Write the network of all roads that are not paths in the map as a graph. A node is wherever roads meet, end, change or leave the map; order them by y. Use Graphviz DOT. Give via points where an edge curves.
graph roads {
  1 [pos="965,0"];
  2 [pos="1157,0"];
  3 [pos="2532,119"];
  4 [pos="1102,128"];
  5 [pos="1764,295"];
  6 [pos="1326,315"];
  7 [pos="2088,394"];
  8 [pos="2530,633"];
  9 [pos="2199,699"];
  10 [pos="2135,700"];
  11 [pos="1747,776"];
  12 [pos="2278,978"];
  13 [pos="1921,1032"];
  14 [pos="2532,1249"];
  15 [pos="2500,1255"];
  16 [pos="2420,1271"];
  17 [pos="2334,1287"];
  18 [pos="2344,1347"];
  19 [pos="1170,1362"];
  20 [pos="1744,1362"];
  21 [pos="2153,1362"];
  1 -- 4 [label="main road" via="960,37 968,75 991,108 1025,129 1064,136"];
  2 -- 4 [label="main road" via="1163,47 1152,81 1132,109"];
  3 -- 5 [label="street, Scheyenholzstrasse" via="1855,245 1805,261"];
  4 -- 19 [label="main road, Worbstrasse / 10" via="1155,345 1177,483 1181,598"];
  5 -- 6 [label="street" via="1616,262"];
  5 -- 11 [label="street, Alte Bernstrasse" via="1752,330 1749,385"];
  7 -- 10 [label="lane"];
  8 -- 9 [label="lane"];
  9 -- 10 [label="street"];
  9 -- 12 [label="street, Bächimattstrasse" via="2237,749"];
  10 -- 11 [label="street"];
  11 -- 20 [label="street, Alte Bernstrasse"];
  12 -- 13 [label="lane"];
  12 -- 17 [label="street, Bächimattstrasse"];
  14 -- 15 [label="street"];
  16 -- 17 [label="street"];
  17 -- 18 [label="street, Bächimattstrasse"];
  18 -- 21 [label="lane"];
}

» Problem description:
Go through the records above and report how many lines contain "Bernstrasse". Write the number only.

» Output below:
2